It’s important to note that tidypolars is solely focused on the translation work. This means that you still need to load the main polars library alongside it for the actual computation, as well as dplyr (and potentially tidyr) for function generics.

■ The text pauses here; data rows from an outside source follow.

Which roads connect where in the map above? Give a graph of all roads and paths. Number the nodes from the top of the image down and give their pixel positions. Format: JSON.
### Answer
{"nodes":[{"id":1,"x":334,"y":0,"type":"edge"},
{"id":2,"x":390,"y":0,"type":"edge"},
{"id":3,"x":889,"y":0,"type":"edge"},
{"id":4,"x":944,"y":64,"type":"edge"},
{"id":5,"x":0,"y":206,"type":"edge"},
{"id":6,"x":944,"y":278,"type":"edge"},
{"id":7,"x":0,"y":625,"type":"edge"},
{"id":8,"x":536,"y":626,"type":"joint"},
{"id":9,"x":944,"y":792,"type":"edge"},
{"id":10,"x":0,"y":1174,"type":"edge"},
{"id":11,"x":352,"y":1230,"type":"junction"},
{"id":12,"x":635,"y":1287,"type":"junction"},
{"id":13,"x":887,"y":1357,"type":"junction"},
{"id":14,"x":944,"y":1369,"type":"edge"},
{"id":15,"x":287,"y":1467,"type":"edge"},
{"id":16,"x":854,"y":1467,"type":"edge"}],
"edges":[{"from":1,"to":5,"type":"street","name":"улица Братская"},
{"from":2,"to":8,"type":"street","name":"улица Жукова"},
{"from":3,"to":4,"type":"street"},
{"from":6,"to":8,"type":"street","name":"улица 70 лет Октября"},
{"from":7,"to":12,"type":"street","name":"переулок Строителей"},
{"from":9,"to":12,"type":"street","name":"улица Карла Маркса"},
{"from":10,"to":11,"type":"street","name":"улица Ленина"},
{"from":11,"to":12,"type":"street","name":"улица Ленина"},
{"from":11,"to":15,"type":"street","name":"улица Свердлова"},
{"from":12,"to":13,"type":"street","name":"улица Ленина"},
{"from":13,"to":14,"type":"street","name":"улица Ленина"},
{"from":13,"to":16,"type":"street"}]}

library(polars) ## Already loaded
library(tidypolars)Warning: package 'tidypolars' was built under R version 4.5.2
library(dplyr, warn.conflicts = FALSE)
library(tidyr, warn.conflicts = FALSE)
nyc = scan_parquet_polars("nyc-taxi/**/*.parquet")
nyc |>
summarise(mean_tip = mean(tip_amount), .by = passenger_count) |>
compute()| passenger_count | mean_tip |
|---|---|
| i8 | f32 |
| 6 | 0.923139 |
| -122 | 5.0 |
| 33 | 1.0 |
| 36 | 11.25 |
| 15 | 2.0 |
| … | … |
| -45 | 2.0 |
| 125 | 2.0 |
| 113 | 0.0 |
| -6 | 0.333333 |
| -33 | 1.5 |
Aside: Use collect() instead of compute() at the end if you would prefer to return a standard R data.frame instead of a Polars DataFrame.
See also polarssql (link) if you would like yet another “tidyverse”-esque alternative that works through DBI/d(b)plyr.